**Material for the task**
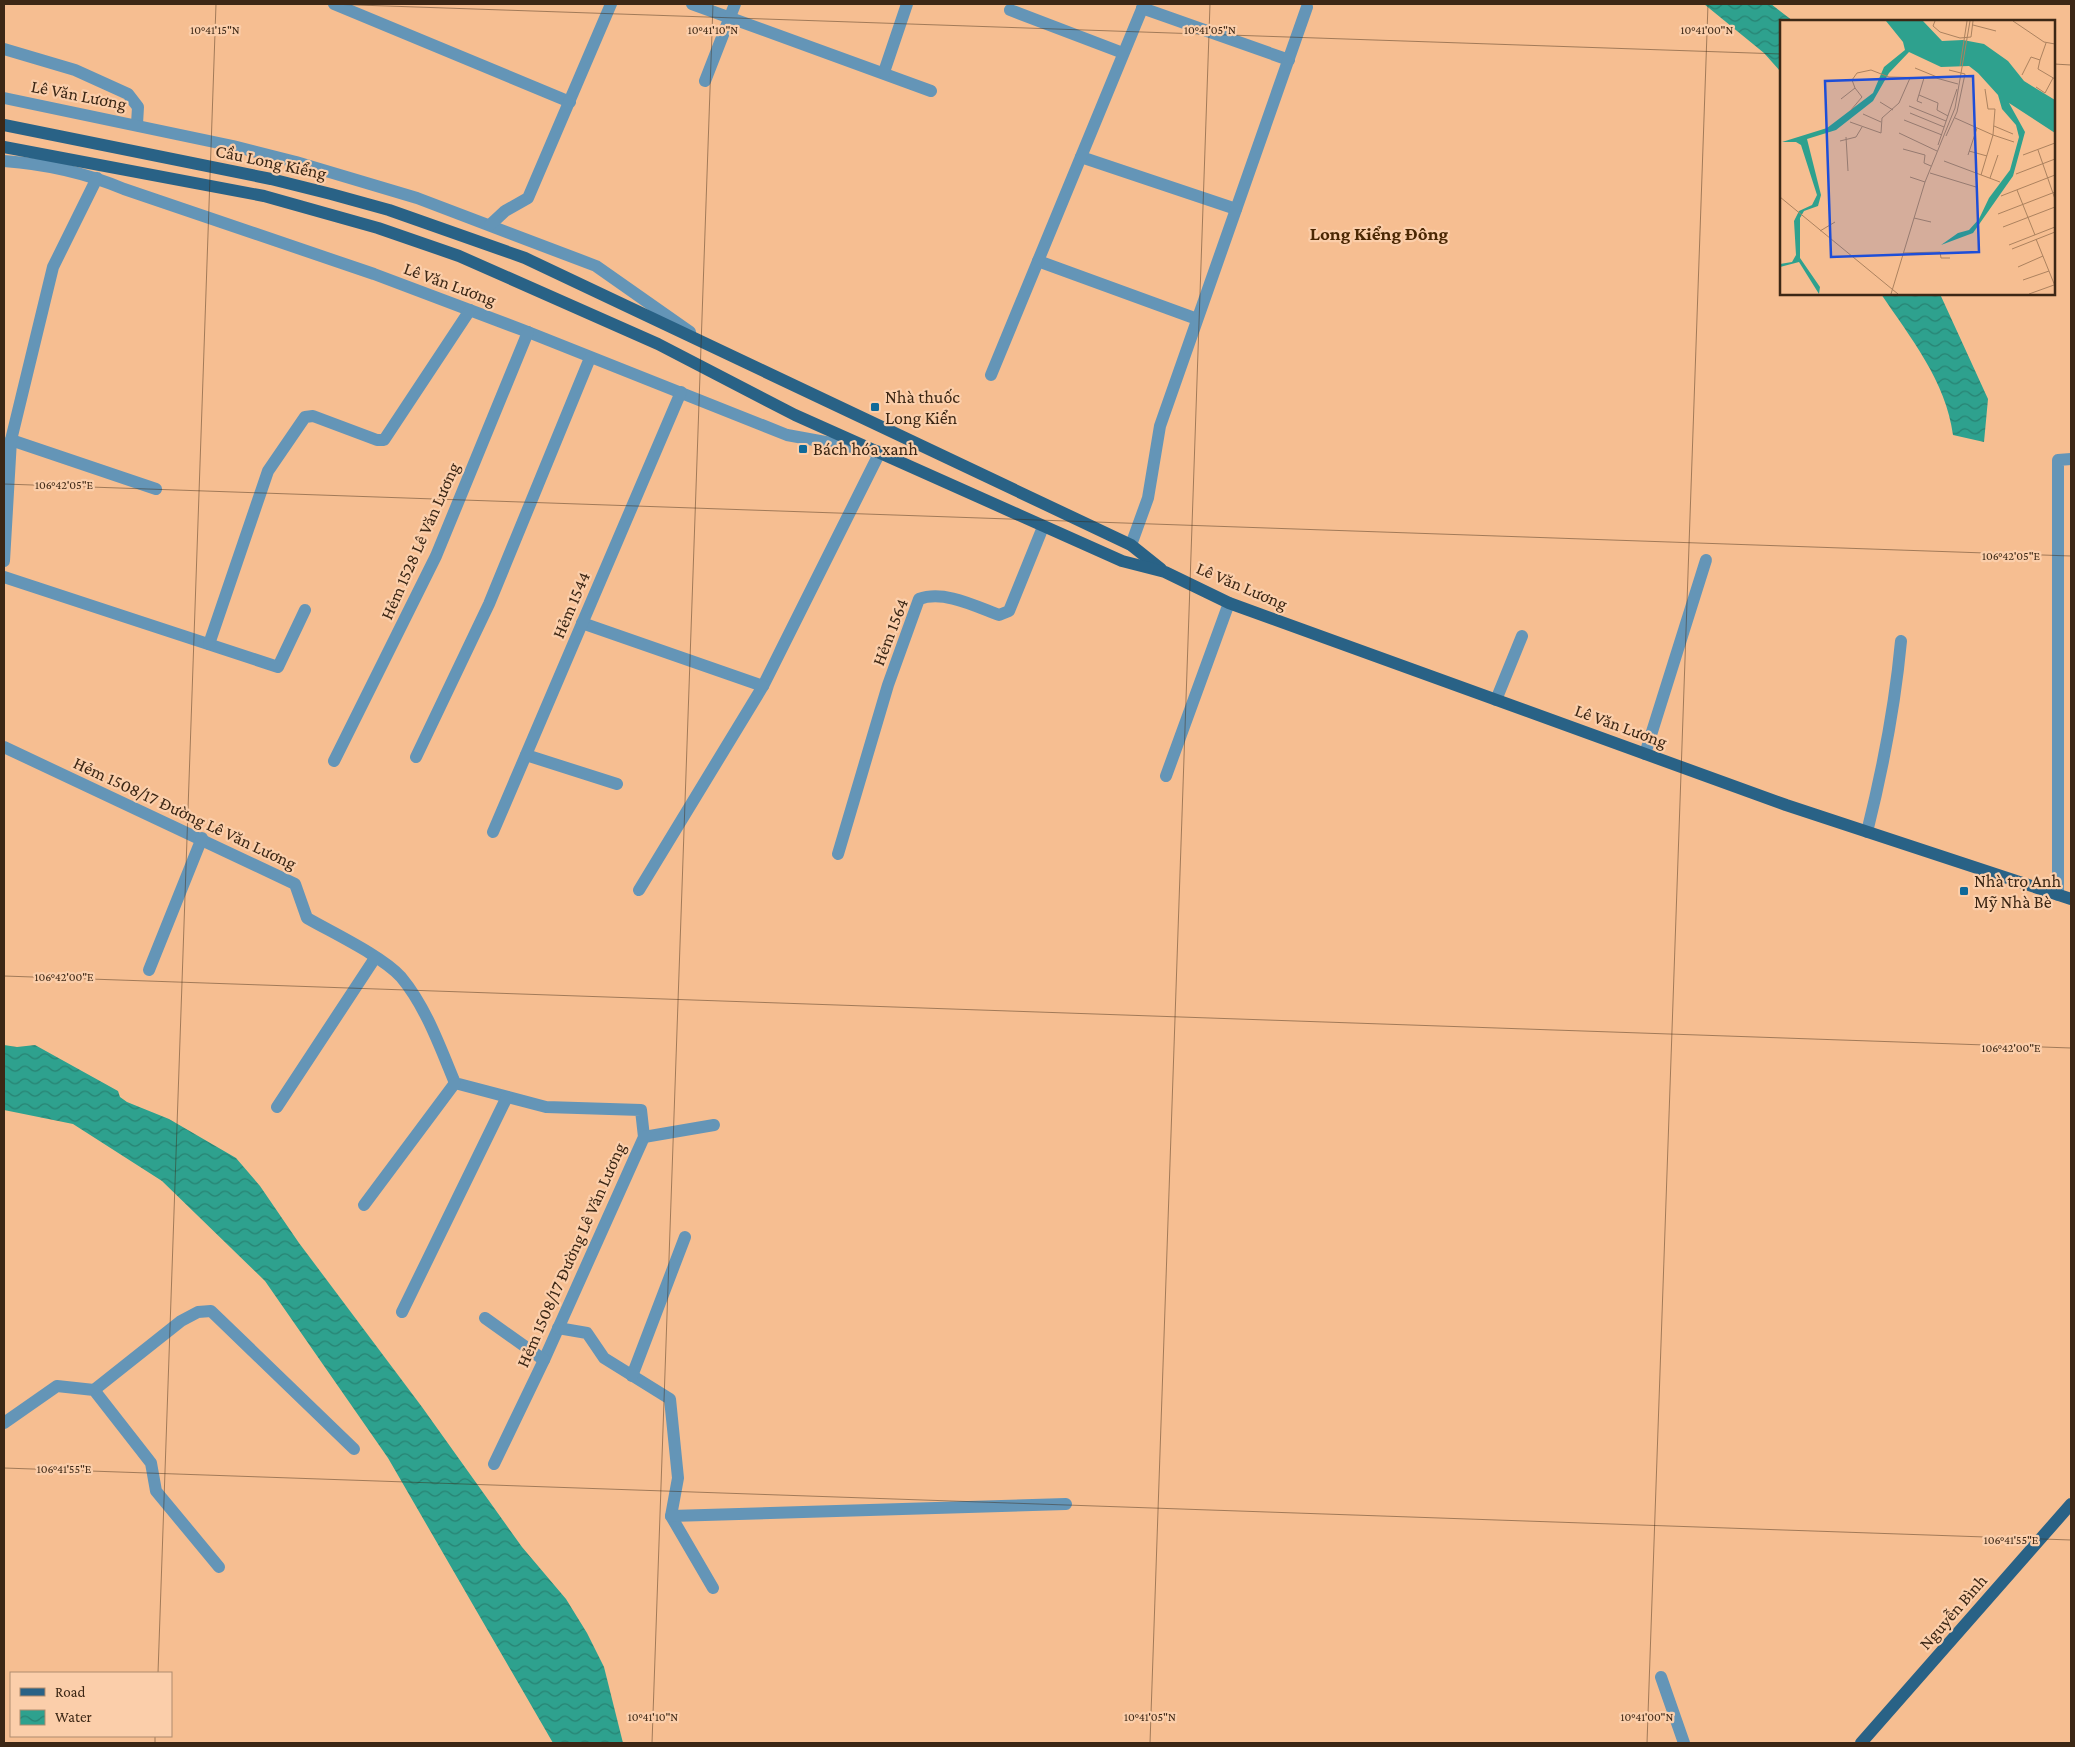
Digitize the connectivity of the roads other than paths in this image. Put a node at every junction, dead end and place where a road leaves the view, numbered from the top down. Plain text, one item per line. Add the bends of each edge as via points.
1 (334, 4) edge
2 (611, 4) edge
3 (692, 4) edge
4 (735, 4) edge
5 (907, 4) edge
6 (1143, 6) edge
7 (1307, 7) dead end
8 (1010, 10) dead end
9 (730, 17) junction
10 (4, 49) edge
11 (1123, 53) junction
12 (1289, 60) junction
13 (884, 72) junction
14 (705, 81) dead end
15 (931, 91) dead end
16 (4, 98) edge
17 (570, 102) junction
18 (137, 124) junction
19 (4, 125) edge
20 (4, 147) edge
21 (1080, 157) junction
22 (4, 160) edge
23 (97, 178) junction
24 (1236, 209) junction
25 (490, 225) junction
26 (524, 258) joint
27 (1038, 261) junction
28 (517, 280) joint
29 (470, 310) junction
30 (1197, 319) junction
31 (528, 332) junction
32 (702, 341) junction
33 (590, 358) junction
34 (991, 374) dead end
35 (681, 392) junction
36 (7, 436) edge
37 (880, 452) junction
38 (2071, 459) edge
39 (156, 489) dead end
40 (1042, 527) junction
41 (1131, 545) junction
42 (1706, 560) dead end
43 (4, 561) edge
44 (1165, 572) junction
45 (4, 577) edge
46 (1229, 603) junction
47 (305, 610) dead end
48 (582, 623) junction
49 (1520, 640) dead end
50 (1901, 641) dead end
51 (209, 644) junction
52 (763, 686) junction
53 (1498, 695) junction
54 (4, 746) edge
55 (1646, 749) junction
56 (526, 755) junction
57 (416, 757) dead end
58 (334, 761) dead end
59 (1166, 776) dead end
60 (617, 784) dead end
61 (493, 832) dead end
62 (1867, 832) junction
63 (202, 838) junction
64 (838, 854) dead end
65 (638, 890) dead end
66 (2058, 894) junction
67 (2071, 899) edge
68 (375, 958) junction
69 (149, 970) dead end
70 (455, 1082) junction
71 (507, 1097) junction
72 (277, 1108) dead end
73 (714, 1124) dead end
74 (644, 1137) junction
75 (364, 1205) dead end
76 (686, 1237) dead end
77 (402, 1312) dead end
78 (485, 1318) dead end
79 (558, 1328) junction
80 (544, 1360) junction
81 (632, 1376) junction
82 (94, 1390) junction
83 (4, 1423) edge
84 (354, 1449) dead end
85 (494, 1464) dead end
86 (1066, 1504) dead end
87 (2071, 1504) edge
88 (671, 1516) junction
89 (218, 1566) dead end
90 (713, 1588) dead end
91 (1661, 1678) dead end
92 (1684, 1743) edge
93 (1861, 1743) edge

1 - 17 street
2 - 17 street
3 - 9 street
4 - 9 street
5 - 13 street
6 - 11 street
6 - 12 street
7 - 12 street
8 - 11 street
9 - 13 street
9 - 14 street
10 - 18 street via 75,70 128,94 138,108
11 - 21 street
12 - 24 street
13 - 15 street
16 - 18 street, Lê Văn Lương
17 - 25 street via 528,198 505,211
18 - 25 street, Lê Văn Lương via 296,162 417,198
19 - 26 main road, Cầu Long Kiểng via 331,194 389,210
20 - 28 main road, Cầu Long Kiểng via 264,196 378,228 460,256
21 - 24 street
21 - 27 street
22 - 23 street, Lê Văn Lương via 30,162
23 - 29 street, Lê Văn Lương
23 - 36 street via 53,267 17,414
24 - 30 street
25 - 32 street, Lê Văn Lương via 596,266
26 - 32 main road, Lê Văn Lương
27 - 30 street
27 - 34 street
28 - 37 main road, Lê Văn Lương via 658,344 795,416
29 - 31 street, Lê Văn Lương
29 - 51 street via 384,440 313,416 305,417 268,471
30 - 41 street via 1160,426 1148,498
31 - 33 street, Lê Văn Lương
31 - 58 street, Hẻm 1528 Lê Văn Lương via 436,556
32 - 41 main road, Lê Văn Lương
33 - 35 street, Lê Văn Lương
33 - 57 street via 489,604
35 - 37 street, Lê Văn Lương via 786,435
35 - 48 street, Hẻm 1544
36 - 39 street
36 - 43 street
37 - 40 main road, Lê Văn Lương
37 - 52 street
38 - 66 street via 2058,460
40 - 44 main road, Lê Văn Lương via 1122,561
40 - 64 street, Hẻm 1564 via 1009,611 999,615 931,594 919,599 888,685
41 - 44 main road, Lê Văn Lương
42 - 55 street
44 - 46 main road, Lê Văn Lương
45 - 51 street
46 - 53 main road, Lê Văn Lương
46 - 59 street
47 - 51 street via 278,667
48 - 52 street
48 - 56 street, Hẻm 1544
49 - 53 street
50 - 62 street via 1896,694
52 - 65 street
53 - 55 main road, Lê Văn Lương
54 - 63 street, Hẻm 1508/17 Đường Lê Văn Lương
55 - 62 main road, Lê Văn Lương via 1786,805
56 - 60 street
56 - 61 street, Hẻm 1544
62 - 66 main road, Lê Văn Lương
63 - 68 street, Hẻm 1508/17 Đường Lê Văn Lương via 295,884 307,918
63 - 69 street
66 - 67 main road, Lê Văn Lương
68 - 70 street, Hẻm 1508/17 Đường Lê Văn Lương via 400,976 428,1020
68 - 72 street
70 - 71 street, Hẻm 1508/17 Đường Lê Văn Lương
70 - 75 street
71 - 74 street, Hẻm 1508/17 Đường Lê Văn Lương via 546,1107 640,1110
71 - 77 street
73 - 74 street
74 - 79 street, Hẻm 1508/17 Đường Lê Văn Lương
76 - 81 street
78 - 80 street
79 - 80 street, Hẻm 1508/17 Đường Lê Văn Lương
79 - 81 street via 586,1332 604,1358
80 - 85 street, Hẻm 1508/17 Đường Lê Văn Lương
81 - 88 street via 670,1399 678,1478
82 - 83 street via 57,1386
82 - 84 street via 181,1321 198,1312 211,1311
82 - 89 street via 151,1462 156,1491
86 - 88 street
87 - 93 main road, Nguyễn Bình
88 - 90 street
91 - 92 street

**Required work**
Excluding the pictures, transcribe each entry above word for word.

**Exercise response**
Digitize the connectivity of the roads other than paths in this image. Put a node at every junction, dead end and place where a road leaves the view, numbered from the top down. Plain text, one item per line. Add the bends of each edge as via points.
1 (334, 4) edge
2 (611, 4) edge
3 (692, 4) edge
4 (735, 4) edge
5 (907, 4) edge
6 (1143, 6) edge
7 (1307, 7) dead end
8 (1010, 10) dead end
9 (730, 17) junction
10 (4, 49) edge
11 (1123, 53) junction
12 (1289, 60) junction
13 (884, 72) junction
14 (705, 81) dead end
15 (931, 91) dead end
16 (4, 98) edge
17 (570, 102) junction
18 (137, 124) junction
19 (4, 125) edge
20 (4, 147) edge
21 (1080, 157) junction
22 (4, 160) edge
23 (97, 178) junction
24 (1236, 209) junction
25 (490, 225) junction
26 (524, 258) joint
27 (1038, 261) junction
28 (517, 280) joint
29 (470, 310) junction
30 (1197, 319) junction
31 (528, 332) junction
32 (702, 341) junction
33 (590, 358) junction
34 (991, 374) dead end
35 (681, 392) junction
36 (7, 436) edge
37 (880, 452) junction
38 (2071, 459) edge
39 (156, 489) dead end
40 (1042, 527) junction
41 (1131, 545) junction
42 (1706, 560) dead end
43 (4, 561) edge
44 (1165, 572) junction
45 (4, 577) edge
46 (1229, 603) junction
47 (305, 610) dead end
48 (582, 623) junction
49 (1520, 640) dead end
50 (1901, 641) dead end
51 (209, 644) junction
52 (763, 686) junction
53 (1498, 695) junction
54 (4, 746) edge
55 (1646, 749) junction
56 (526, 755) junction
57 (416, 757) dead end
58 (334, 761) dead end
59 (1166, 776) dead end
60 (617, 784) dead end
61 (493, 832) dead end
62 (1867, 832) junction
63 (202, 838) junction
64 (838, 854) dead end
65 (638, 890) dead end
66 (2058, 894) junction
67 (2071, 899) edge
68 (375, 958) junction
69 (149, 970) dead end
70 (455, 1082) junction
71 (507, 1097) junction
72 (277, 1108) dead end
73 (714, 1124) dead end
74 (644, 1137) junction
75 (364, 1205) dead end
76 (686, 1237) dead end
77 (402, 1312) dead end
78 (485, 1318) dead end
79 (558, 1328) junction
80 (544, 1360) junction
81 (632, 1376) junction
82 (94, 1390) junction
83 (4, 1423) edge
84 (354, 1449) dead end
85 (494, 1464) dead end
86 (1066, 1504) dead end
87 (2071, 1504) edge
88 (671, 1516) junction
89 (218, 1566) dead end
90 (713, 1588) dead end
91 (1661, 1678) dead end
92 (1684, 1743) edge
93 (1861, 1743) edge

1 - 17 street
2 - 17 street
3 - 9 street
4 - 9 street
5 - 13 street
6 - 11 street
6 - 12 street
7 - 12 street
8 - 11 street
9 - 13 street
9 - 14 street
10 - 18 street via 75,70 128,94 138,108
11 - 21 street
12 - 24 street
13 - 15 street
16 - 18 street, Lê Văn Lương
17 - 25 street via 528,198 505,211
18 - 25 street, Lê Văn Lương via 296,162 417,198
19 - 26 main road, Cầu Long Kiểng via 331,194 389,210
20 - 28 main road, Cầu Long Kiểng via 264,196 378,228 460,256
21 - 24 street
21 - 27 street
22 - 23 street, Lê Văn Lương via 30,162
23 - 29 street, Lê Văn Lương
23 - 36 street via 53,267 17,414
24 - 30 street
25 - 32 street, Lê Văn Lương via 596,266
26 - 32 main road, Lê Văn Lương
27 - 30 street
27 - 34 street
28 - 37 main road, Lê Văn Lương via 658,344 795,416
29 - 31 street, Lê Văn Lương
29 - 51 street via 384,440 313,416 305,417 268,471
30 - 41 street via 1160,426 1148,498
31 - 33 street, Lê Văn Lương
31 - 58 street, Hẻm 1528 Lê Văn Lương via 436,556
32 - 41 main road, Lê Văn Lương
33 - 35 street, Lê Văn Lương
33 - 57 street via 489,604
35 - 37 street, Lê Văn Lương via 786,435
35 - 48 street, Hẻm 1544
36 - 39 street
36 - 43 street
37 - 40 main road, Lê Văn Lương
37 - 52 street
38 - 66 street via 2058,460
40 - 44 main road, Lê Văn Lương via 1122,561
40 - 64 street, Hẻm 1564 via 1009,611 999,615 931,594 919,599 888,685
41 - 44 main road, Lê Văn Lương
42 - 55 street
44 - 46 main road, Lê Văn Lương
45 - 51 street
46 - 53 main road, Lê Văn Lương
46 - 59 street
47 - 51 street via 278,667
48 - 52 street
48 - 56 street, Hẻm 1544
49 - 53 street
50 - 62 street via 1896,694
52 - 65 street
53 - 55 main road, Lê Văn Lương
54 - 63 street, Hẻm 1508/17 Đường Lê Văn Lương
55 - 62 main road, Lê Văn Lương via 1786,805
56 - 60 street
56 - 61 street, Hẻm 1544
62 - 66 main road, Lê Văn Lương
63 - 68 street, Hẻm 1508/17 Đường Lê Văn Lương via 295,884 307,918
63 - 69 street
66 - 67 main road, Lê Văn Lương
68 - 70 street, Hẻm 1508/17 Đường Lê Văn Lương via 400,976 428,1020
68 - 72 street
70 - 71 street, Hẻm 1508/17 Đường Lê Văn Lương
70 - 75 street
71 - 74 street, Hẻm 1508/17 Đường Lê Văn Lương via 546,1107 640,1110
71 - 77 street
73 - 74 street
74 - 79 street, Hẻm 1508/17 Đường Lê Văn Lương
76 - 81 street
78 - 80 street
79 - 80 street, Hẻm 1508/17 Đường Lê Văn Lương
79 - 81 street via 586,1332 604,1358
80 - 85 street, Hẻm 1508/17 Đường Lê Văn Lương
81 - 88 street via 670,1399 678,1478
82 - 83 street via 57,1386
82 - 84 street via 181,1321 198,1312 211,1311
82 - 89 street via 151,1462 156,1491
86 - 88 street
87 - 93 main road, Nguyễn Bình
88 - 90 street
91 - 92 street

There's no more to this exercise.